Sin embargo, la confesión neotestamentaria de fe no poseía un modelo único. El primer modelo es denominado “cristológico”. Las confesiones cristológicas de fe traen simplemente el nombre de Jesús asociado a un título, tales como: Jesús es el Señor (Rm 10,9; Fl 2,11; 1Cor 12,3); Jesús es el Cristo (Hch 18,5; 1Jn 2,22); Jesús es el Hijo de Dios (Hch 8,36-38), o narran de modo más o menos desarrollado el advenimiento de Jesús subrayando su misterio de muerte y resurrección (kerigma primitivo). El segundo modelo, denominado binario, es aquel que se refiere a Dios-Padre y a Cristo y que encuentra su fórmula típica en 1Cor 8,6: “Para nosotros, sólo hay un Dios, el Padre, de quien todo procede, y para el cual vamos, y un solo Señor, Jesucristo, por el cual todo existe y por el cual nosotros existimos “(de modo similar en 1Tim 2,5-6, 6,13). El tercer modelo, finalmente, es ternario, y lo encontramos más explícitamente en el saludo del Apóstol Pablo a la comunidad de Corinto: “La gracia del Señor Jesucristo, el amor de Dios, y la comunión del Espíritu Santo estén con todos vosotros” (2Cor 13,13); en el texto de 1Cor 12,4-6, donde se lee: “Hay diversidad de dones de la gracia, pero el Espíritu es el mismo; diversidad de ministerios, pero es el mismo Señor; diversos modos de acción, pero el mismo Dios que realiza todo en todos “; y muy especialmente en el orden misionero-bautismal del resucitado al final del Evangelio de Mateo: “Id, pues; de todas las naciones haced discípulos, bautizándolos en el nombre del Padre, del Hijo y del Espíritu Santo, enseñándoles a guardar todo lo que os he mandado “(Mt 28,19-20). Este pasaje de Mateo se convirtió en la “célula madre” de los varios Símbolos de la Fe empleados en las iglesias cristianas de los primeros siglos (SESBÖUÉ, 2002, 75-79; DENZINGER, 2007, n. 10-76).

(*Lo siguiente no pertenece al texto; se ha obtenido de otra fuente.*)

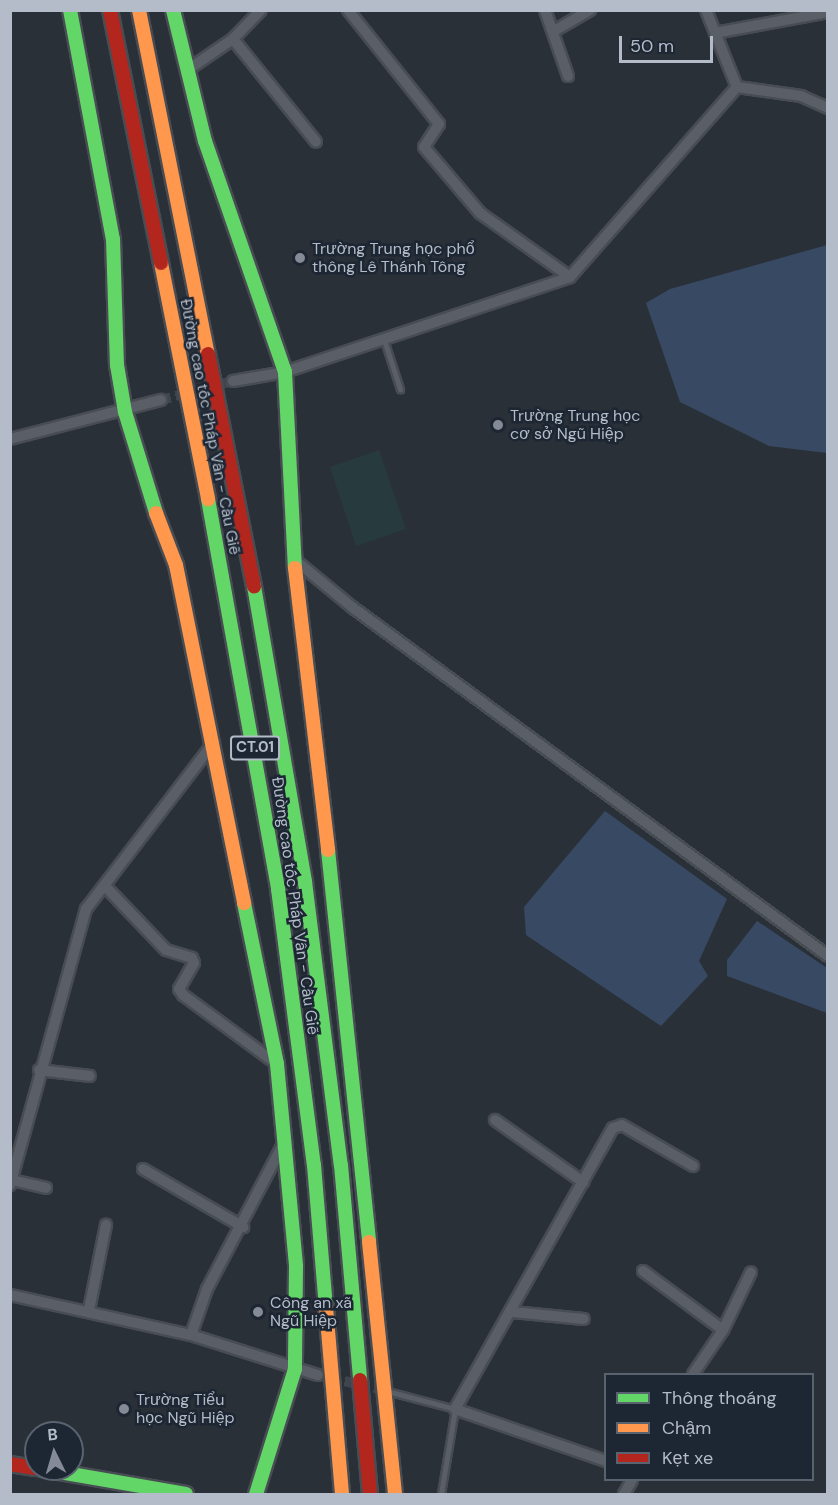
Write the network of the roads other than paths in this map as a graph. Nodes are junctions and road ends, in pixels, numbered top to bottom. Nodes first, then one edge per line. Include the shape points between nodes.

En la Didaché (finales del siglo I) se encuentra la siguiente instrucción:

“En lo que se refiere al Bautismo, bautizad de este modo: una vez expuestas todas estas cosas, bautizad en el nombre del Padre, del Hijo y del Espíritu Santo en agua corriente. Si no tenéis agua corriente, bautizad en otra agua […]. Derramad agua sobre la cabeza por tres veces, en el nombre del Padre, del Hijo y del Espíritu Santo” (Didaché, VII, 1-3).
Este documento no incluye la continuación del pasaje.